> _Goal of the exercise_: Where a line in the listing contains the string "Abdul", copy that line out.

> _Recorded data_:
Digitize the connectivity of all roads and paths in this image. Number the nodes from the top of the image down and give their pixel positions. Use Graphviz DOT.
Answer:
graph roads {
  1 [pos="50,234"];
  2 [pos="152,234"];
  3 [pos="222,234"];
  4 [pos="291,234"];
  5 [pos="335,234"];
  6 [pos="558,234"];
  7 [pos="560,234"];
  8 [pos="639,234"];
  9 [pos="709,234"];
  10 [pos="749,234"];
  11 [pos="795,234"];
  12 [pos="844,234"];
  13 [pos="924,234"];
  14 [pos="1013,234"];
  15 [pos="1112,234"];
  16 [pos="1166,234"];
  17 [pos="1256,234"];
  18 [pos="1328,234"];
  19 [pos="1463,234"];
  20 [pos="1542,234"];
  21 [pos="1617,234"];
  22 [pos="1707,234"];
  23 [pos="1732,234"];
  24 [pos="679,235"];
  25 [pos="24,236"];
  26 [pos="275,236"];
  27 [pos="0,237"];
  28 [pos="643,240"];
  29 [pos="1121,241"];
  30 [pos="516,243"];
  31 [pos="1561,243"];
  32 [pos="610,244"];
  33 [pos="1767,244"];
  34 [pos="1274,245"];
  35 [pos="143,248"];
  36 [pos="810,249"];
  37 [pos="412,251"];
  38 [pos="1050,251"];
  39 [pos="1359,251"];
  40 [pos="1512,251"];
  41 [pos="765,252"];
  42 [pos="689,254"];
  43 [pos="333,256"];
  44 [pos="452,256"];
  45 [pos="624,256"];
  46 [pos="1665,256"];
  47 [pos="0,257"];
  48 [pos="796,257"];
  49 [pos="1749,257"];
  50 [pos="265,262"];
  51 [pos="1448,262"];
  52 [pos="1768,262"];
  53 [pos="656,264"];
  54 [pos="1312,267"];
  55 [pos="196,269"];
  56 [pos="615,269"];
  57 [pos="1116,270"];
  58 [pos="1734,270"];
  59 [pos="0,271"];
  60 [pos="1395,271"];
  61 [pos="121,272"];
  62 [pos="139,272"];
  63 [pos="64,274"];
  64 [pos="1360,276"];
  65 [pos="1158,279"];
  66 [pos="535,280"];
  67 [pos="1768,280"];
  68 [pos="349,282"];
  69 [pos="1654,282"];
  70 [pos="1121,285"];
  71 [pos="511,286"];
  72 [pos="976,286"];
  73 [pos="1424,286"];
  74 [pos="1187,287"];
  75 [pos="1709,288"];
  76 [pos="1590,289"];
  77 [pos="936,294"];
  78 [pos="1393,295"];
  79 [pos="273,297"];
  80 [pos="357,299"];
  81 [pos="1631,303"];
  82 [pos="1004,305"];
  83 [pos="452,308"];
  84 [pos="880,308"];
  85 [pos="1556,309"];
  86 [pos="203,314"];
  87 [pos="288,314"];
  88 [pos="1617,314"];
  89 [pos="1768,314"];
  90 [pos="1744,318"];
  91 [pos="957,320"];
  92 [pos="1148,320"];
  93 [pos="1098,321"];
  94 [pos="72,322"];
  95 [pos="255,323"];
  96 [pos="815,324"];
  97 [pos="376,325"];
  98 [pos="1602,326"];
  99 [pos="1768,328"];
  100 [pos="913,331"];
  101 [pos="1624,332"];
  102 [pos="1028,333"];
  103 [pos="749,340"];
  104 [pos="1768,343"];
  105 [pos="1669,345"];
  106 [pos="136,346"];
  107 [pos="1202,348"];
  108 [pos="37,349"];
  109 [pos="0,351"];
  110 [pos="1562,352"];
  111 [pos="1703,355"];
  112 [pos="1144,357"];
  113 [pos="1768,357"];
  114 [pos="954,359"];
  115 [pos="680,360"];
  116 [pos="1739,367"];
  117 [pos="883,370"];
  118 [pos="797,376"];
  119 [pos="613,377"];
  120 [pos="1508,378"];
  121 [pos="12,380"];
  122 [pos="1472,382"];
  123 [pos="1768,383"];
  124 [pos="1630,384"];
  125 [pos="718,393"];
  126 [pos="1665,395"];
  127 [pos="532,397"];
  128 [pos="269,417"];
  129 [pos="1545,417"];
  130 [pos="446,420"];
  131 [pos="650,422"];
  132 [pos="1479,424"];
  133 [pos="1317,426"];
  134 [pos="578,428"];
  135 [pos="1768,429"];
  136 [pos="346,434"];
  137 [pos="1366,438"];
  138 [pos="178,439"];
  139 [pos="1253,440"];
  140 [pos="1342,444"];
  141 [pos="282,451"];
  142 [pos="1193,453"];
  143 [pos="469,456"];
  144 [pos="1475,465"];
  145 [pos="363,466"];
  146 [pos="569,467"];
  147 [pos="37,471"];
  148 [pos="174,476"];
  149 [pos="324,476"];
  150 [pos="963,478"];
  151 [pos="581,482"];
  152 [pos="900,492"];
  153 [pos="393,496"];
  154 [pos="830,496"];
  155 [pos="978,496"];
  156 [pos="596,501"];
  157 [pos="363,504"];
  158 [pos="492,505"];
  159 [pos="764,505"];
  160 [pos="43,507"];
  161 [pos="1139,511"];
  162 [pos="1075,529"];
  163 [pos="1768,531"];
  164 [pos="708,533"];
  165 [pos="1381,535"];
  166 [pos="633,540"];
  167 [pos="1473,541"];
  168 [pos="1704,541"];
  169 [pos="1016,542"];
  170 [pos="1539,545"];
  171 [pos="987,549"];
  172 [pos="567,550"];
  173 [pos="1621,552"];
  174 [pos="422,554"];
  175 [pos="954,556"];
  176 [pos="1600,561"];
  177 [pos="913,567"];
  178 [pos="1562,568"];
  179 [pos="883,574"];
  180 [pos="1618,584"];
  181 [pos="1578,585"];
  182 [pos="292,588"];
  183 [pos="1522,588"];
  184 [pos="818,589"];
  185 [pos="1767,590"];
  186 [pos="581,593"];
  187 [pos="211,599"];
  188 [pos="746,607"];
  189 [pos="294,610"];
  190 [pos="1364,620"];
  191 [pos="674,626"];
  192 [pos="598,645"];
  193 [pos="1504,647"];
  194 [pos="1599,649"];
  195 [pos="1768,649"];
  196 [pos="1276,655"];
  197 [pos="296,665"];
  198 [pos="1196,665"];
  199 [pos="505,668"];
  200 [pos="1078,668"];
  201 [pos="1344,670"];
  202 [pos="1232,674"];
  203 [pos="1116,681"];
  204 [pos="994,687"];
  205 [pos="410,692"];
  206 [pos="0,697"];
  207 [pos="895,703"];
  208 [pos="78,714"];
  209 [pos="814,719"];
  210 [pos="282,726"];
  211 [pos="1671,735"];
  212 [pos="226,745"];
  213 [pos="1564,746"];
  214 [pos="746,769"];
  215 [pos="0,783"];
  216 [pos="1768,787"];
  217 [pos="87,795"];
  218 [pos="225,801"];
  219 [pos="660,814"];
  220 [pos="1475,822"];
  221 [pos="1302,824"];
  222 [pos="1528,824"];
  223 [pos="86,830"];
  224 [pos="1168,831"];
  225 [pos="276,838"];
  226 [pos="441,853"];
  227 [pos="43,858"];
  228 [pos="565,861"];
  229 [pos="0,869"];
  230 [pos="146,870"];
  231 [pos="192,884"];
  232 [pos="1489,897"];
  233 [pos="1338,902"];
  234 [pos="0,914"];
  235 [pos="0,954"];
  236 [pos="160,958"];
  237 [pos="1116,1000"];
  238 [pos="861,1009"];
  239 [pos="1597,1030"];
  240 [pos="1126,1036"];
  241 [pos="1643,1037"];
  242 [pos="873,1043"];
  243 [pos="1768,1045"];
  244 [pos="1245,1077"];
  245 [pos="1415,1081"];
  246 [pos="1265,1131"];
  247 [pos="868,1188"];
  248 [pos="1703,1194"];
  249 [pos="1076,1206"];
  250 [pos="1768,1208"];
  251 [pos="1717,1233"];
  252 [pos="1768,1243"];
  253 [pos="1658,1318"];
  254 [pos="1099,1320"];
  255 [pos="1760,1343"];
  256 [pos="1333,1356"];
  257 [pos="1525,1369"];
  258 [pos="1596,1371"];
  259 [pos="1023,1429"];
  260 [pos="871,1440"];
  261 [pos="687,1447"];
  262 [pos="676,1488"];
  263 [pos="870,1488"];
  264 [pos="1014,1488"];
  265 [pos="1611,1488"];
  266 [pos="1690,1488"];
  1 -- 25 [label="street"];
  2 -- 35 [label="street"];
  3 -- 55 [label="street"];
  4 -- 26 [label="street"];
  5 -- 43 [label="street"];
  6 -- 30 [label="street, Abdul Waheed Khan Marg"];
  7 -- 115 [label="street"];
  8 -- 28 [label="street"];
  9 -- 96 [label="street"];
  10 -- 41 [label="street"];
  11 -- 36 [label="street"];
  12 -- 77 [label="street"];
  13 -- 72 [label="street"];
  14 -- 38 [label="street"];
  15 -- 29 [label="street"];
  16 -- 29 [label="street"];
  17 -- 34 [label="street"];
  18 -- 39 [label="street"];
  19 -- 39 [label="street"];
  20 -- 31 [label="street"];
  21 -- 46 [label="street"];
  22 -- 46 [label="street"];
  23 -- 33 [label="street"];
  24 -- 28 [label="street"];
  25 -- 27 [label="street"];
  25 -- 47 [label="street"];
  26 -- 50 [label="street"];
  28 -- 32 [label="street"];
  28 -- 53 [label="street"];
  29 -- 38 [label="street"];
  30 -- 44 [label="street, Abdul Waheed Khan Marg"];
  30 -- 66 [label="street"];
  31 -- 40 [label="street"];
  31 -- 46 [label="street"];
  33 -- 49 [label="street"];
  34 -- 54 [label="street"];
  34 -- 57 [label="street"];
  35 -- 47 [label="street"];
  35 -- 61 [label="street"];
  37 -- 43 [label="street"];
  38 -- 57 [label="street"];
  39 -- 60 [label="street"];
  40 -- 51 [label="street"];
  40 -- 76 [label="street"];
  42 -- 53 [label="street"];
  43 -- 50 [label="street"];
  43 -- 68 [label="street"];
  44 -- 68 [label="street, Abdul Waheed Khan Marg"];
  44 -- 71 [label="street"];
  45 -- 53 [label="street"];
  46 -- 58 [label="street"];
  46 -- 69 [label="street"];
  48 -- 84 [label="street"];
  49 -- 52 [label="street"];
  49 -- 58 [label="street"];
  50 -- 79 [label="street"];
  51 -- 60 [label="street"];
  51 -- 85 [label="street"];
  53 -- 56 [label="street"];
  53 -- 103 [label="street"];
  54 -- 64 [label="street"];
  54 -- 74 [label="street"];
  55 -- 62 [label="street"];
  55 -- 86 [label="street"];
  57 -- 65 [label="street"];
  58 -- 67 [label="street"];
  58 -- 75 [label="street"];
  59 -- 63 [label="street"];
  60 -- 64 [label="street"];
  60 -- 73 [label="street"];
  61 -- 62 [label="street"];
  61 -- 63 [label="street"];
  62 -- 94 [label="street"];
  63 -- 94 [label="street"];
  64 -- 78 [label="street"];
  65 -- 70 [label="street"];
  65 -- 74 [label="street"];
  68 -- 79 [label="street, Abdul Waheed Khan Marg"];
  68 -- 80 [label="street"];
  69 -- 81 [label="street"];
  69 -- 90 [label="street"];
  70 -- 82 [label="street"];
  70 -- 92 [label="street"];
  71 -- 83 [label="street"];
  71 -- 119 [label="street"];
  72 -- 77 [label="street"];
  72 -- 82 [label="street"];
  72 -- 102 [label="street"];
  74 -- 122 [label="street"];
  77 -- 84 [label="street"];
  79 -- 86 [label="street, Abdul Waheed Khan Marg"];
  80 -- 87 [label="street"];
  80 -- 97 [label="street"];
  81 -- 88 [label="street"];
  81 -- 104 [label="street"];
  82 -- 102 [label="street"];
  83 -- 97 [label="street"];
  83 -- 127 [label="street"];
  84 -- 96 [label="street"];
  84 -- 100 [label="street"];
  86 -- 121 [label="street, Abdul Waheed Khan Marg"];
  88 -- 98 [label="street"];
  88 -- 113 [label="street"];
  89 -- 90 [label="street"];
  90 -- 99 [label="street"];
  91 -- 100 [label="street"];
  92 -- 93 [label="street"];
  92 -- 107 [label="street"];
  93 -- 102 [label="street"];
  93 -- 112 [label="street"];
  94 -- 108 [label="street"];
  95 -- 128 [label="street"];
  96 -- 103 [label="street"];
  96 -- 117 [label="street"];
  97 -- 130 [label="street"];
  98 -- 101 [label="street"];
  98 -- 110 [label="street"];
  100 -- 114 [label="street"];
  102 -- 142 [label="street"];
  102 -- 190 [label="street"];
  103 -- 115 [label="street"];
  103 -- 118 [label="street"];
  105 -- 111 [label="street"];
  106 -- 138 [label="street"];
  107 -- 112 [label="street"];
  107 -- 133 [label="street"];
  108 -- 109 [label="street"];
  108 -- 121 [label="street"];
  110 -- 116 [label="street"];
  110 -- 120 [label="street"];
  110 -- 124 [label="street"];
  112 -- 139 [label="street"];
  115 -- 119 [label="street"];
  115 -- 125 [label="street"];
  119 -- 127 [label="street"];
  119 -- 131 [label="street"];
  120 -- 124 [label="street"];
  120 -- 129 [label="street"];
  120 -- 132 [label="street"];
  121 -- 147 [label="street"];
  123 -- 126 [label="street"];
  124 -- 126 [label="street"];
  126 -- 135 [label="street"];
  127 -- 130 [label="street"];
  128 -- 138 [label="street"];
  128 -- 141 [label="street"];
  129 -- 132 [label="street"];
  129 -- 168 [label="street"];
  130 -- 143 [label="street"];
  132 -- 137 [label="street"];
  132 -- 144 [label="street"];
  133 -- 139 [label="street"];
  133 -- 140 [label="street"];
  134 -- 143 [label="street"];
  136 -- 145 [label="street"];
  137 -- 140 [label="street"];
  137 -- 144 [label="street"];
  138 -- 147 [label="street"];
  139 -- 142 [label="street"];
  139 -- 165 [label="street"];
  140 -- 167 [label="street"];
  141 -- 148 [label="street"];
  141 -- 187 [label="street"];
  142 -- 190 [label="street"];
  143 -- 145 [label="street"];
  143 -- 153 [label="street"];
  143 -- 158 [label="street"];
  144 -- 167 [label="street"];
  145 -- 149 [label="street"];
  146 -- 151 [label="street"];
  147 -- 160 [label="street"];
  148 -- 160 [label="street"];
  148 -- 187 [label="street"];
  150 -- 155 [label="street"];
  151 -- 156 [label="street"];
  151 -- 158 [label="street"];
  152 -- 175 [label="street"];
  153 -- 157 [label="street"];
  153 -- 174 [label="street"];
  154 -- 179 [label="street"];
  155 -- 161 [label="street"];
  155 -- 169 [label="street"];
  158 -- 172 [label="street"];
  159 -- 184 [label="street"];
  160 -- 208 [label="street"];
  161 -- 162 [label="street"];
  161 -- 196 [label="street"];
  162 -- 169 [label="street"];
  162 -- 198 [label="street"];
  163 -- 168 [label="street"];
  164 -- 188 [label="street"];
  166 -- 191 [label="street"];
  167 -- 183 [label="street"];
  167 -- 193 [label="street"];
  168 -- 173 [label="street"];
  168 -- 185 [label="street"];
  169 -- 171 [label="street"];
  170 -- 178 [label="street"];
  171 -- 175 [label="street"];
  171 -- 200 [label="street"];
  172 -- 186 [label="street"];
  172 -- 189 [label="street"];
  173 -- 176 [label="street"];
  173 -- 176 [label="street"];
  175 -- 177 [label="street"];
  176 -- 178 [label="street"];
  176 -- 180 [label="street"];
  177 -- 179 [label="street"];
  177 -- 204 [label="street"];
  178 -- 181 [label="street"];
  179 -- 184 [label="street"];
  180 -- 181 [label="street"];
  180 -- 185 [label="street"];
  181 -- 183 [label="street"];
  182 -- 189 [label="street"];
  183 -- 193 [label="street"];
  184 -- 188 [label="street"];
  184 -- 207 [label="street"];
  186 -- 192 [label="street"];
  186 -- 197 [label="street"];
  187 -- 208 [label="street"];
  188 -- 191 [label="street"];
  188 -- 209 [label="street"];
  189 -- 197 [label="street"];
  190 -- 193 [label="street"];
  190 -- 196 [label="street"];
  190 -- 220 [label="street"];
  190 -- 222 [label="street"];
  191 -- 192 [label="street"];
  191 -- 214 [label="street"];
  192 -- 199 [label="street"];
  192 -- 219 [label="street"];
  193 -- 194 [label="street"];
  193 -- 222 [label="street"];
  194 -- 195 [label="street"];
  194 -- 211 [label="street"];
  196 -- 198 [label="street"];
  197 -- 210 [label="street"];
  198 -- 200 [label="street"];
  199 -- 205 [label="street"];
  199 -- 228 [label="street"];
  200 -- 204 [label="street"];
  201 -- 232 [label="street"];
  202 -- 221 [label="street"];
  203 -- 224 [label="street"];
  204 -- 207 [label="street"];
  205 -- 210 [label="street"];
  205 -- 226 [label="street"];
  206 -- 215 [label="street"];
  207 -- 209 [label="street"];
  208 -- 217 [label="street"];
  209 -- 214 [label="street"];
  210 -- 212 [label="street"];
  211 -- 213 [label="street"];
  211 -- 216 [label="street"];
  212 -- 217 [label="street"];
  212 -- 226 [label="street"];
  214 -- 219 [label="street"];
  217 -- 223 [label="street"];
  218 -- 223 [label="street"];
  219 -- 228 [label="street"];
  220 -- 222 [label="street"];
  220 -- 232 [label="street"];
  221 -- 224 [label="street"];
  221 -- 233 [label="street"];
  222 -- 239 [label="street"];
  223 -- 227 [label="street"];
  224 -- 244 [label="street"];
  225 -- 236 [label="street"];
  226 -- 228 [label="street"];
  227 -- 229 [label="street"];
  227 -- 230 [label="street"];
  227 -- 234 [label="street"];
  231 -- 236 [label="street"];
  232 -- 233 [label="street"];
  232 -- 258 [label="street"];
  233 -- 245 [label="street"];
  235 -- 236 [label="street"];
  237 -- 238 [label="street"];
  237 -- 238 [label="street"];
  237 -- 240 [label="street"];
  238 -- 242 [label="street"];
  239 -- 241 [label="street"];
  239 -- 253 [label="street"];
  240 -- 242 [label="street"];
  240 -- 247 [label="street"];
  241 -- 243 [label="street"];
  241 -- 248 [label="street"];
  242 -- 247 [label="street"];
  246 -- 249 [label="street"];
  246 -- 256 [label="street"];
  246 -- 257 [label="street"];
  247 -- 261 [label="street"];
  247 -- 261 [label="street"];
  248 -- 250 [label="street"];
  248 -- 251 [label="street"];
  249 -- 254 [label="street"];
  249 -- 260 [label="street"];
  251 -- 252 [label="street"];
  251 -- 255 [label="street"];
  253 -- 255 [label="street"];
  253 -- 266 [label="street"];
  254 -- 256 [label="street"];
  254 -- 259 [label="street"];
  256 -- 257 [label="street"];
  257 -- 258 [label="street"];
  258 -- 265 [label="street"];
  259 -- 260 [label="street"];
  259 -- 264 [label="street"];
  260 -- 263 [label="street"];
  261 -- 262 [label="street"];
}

> _Task result_:
  6 -- 30 [label="street, Abdul Waheed Khan Marg"];
  30 -- 44 [label="street, Abdul Waheed Khan Marg"];
  44 -- 68 [label="street, Abdul Waheed Khan Marg"];
  68 -- 79 [label="street, Abdul Waheed Khan Marg"];
  79 -- 86 [label="street, Abdul Waheed Khan Marg"];
  86 -- 121 [label="street, Abdul Waheed Khan Marg"];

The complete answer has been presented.